Ce goulot d'étranglement industriel a été partiellement modifié dans la seconde moitié du XXe siècle par des processus de substitution aux importations. Ce modèle a donné lieu à l'émergence de structures industrielles fragiles, mais illustratives d'un potentiel d'expansion manufacturière. Galeano a écrit son livre à la fin de ce schéma, et cinquante ans plus tard, le paysage industriel est à nouveau sombre dans la majeure partie de l'Amérique latine.
L'activité industrielle recule en Amérique du Sud et tend à se spécialiser, en Amérique centrale, sur les maillons fondamentaux de la chaîne de valeur mondiale. Ce scénario adverse est souvent décrit avec les portraits d'une « désindustrialisation précoce » de la région, qui se distingue, par sa plus grande nocivité, des délocalisations qui prévalent dans les économies avancées. Aux quatre coins de l'Amérique latine, l'éloignement de l'industrie asiatique s'est creusé et de nombreuses entreprises manufacturières disparaissent avant d'avoir atteint leur maturité.
Dans les pays de taille moyenne, cette dégradation affecte le modèle créé pour approvisionner le marché local. Au Brésil, l'appareil industriel a perdu la taille des années 80, la productivité stagne, le déficit extérieur se creuse et les coûts augmentent au rythme d'une obsolescence croissante des infrastructures.

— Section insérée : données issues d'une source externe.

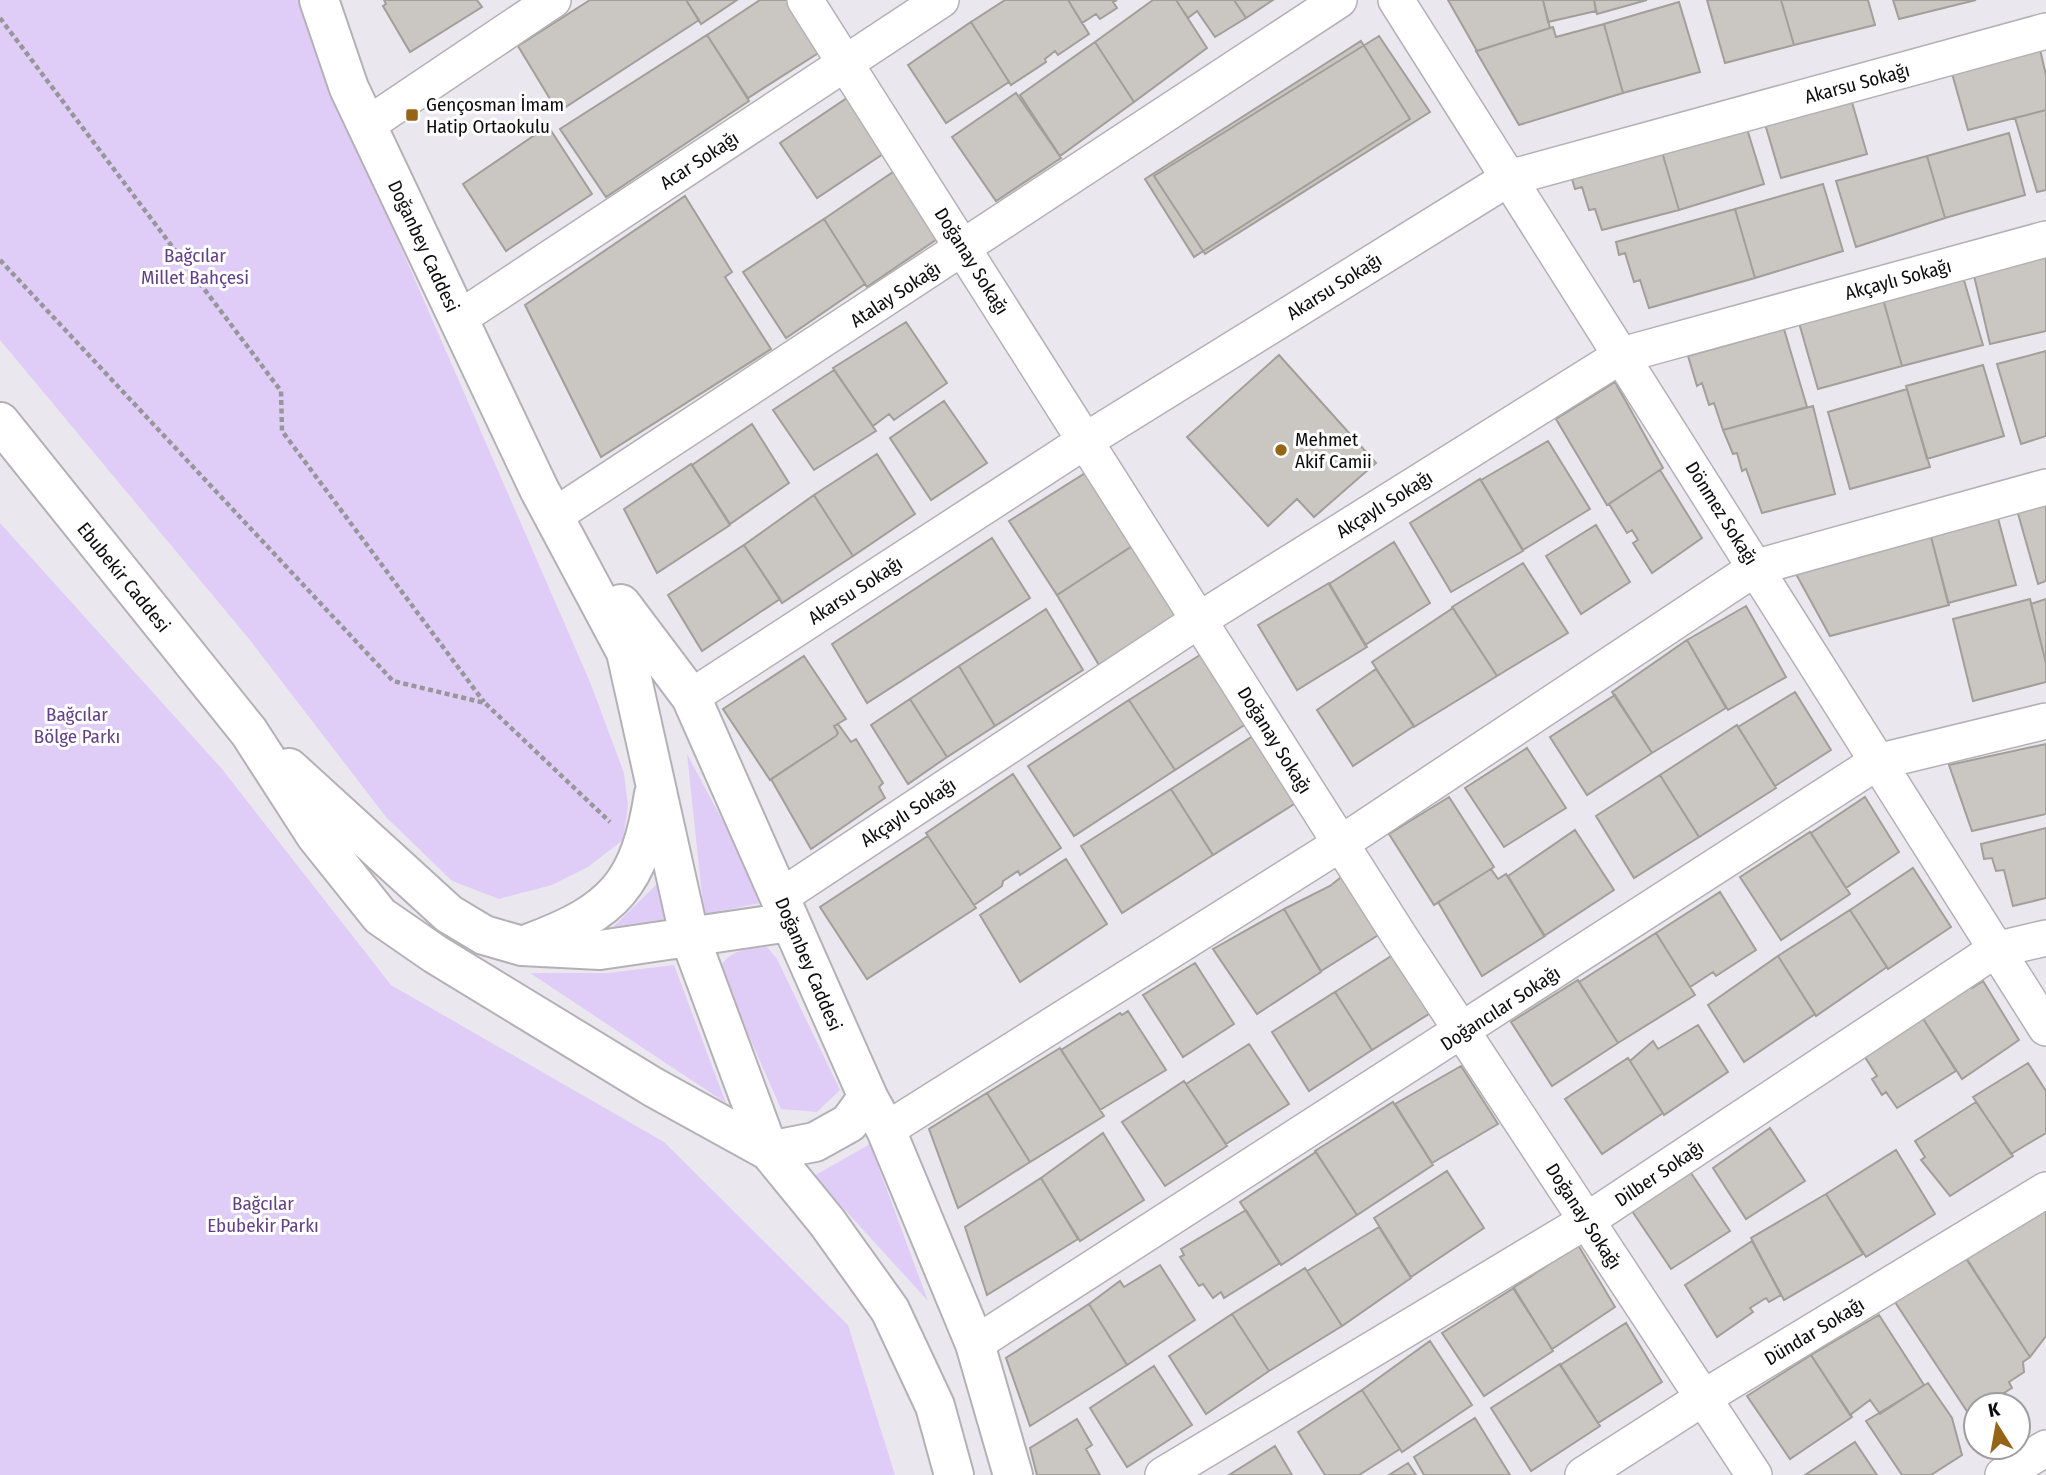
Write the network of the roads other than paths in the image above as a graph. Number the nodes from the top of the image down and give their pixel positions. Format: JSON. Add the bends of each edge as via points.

En Argentine, la baisse est beaucoup plus importante.
Le modèle des entreprises maquiladoras mexicaines est également confronté à de sérieux problèmes. Elle continue d'assembler des pièces pour les grandes usines américaines, mais a perdu sa centralité face aux concurrents asiatiques. La renégociation de l'accord de libre-échange avec les États-Unis a tout simplement laissé place à un autre accord (T-MEC), qui renouvelle l'adaptation des usines frontalières aux besoins des entreprises du Nord.
La plupart des pays de la région continuent de négocier (et d'adopter) des accords de libre-échange qui érodent le tissu économique local. Dans tous les cas, la protection interne contre l'invasion incontrôlable des importations est garantie. Cette adversité n'a pas empêché les négociations du Mercosur pour signer un accord de libre-échange avec l'Union européenne, ni les négociations d'accords unilatéraux avec la Chine.
La régression industrielle qui affecte la région met à jour tous les déséquilibres du cycle dépendant étudiés par les théoriciens de la dépendance. Dans les années 70, ils ont mis en évidence l'épuisement systématique des ressources qui affectait le secteur manufacturier, par le transfert des profits. La plus grande prédominance du capital étranger au cours des dernières décennies a accentué cette entrave au processus local d'accumulation.
Mais, contrairement aux années 70, le recul actuel de l'industrie latino-américaine coexiste avec la montée en puissance de ses homologues asiatiques. Il suffit d'observer l'augmentation de la distance entre la Corée du Sud et le Brésil ou l'Argentine pour constater l'ampleur de ce changement. Alors que l'Amérique latine était fonctionnelle à l'ancien modèle de marchés intérieurs du capitalisme d'après-guerre, l'Asie du Sud-Est tend à optimiser le saut enregistré dans l'internationalisation de la production.
De nombreux auteurs hétérodoxes supposent que la divergence entre les deux régions n'est due qu'à la mise en œuvre de politiques économiques opposées. Ils pensent que les Asiatiques ont choisi la bonne voie, qui a été rejetée par leurs pairs d'Amérique latine. Mais cette vision ignore toutes les contraintes structurelles imposées par la maximisation du profit sur la division mondiale du travail.
Les thèses dépendantistes mettent en évidence ce conditionnement, que le livre de Galeano détaille également. Là, les adversités historiques structurelles auxquelles la région est confrontée sont expliquées.
Dépossession et exploitation
veines ouvertes dénonce la souffrance de la population exploitée dans tous les coins de l'Amérique latine. Il ne s'agit pas seulement de l'esclavage et de la servilité du passé. Il décrit les conditions de travail inhumaines qui prévalaient il y a cinq décennies. L'actualité de ces constats est particulièrement frappante dans le contexte dramatique actuel de dégradation sociale.
Le néolibéralisme n'a pas seulement aggravé le chômage et l'informalité du travail. De plus, il a consolidé un terrible creusement des écarts de revenus dans la région la plus inégalitaire de la planète. Cette polarisation explique l'ampleur terrifiante de la violence qui règne dans les grandes villes. Sur les 50 villes les plus dangereuses au monde, 43 sont situées en Amérique latine.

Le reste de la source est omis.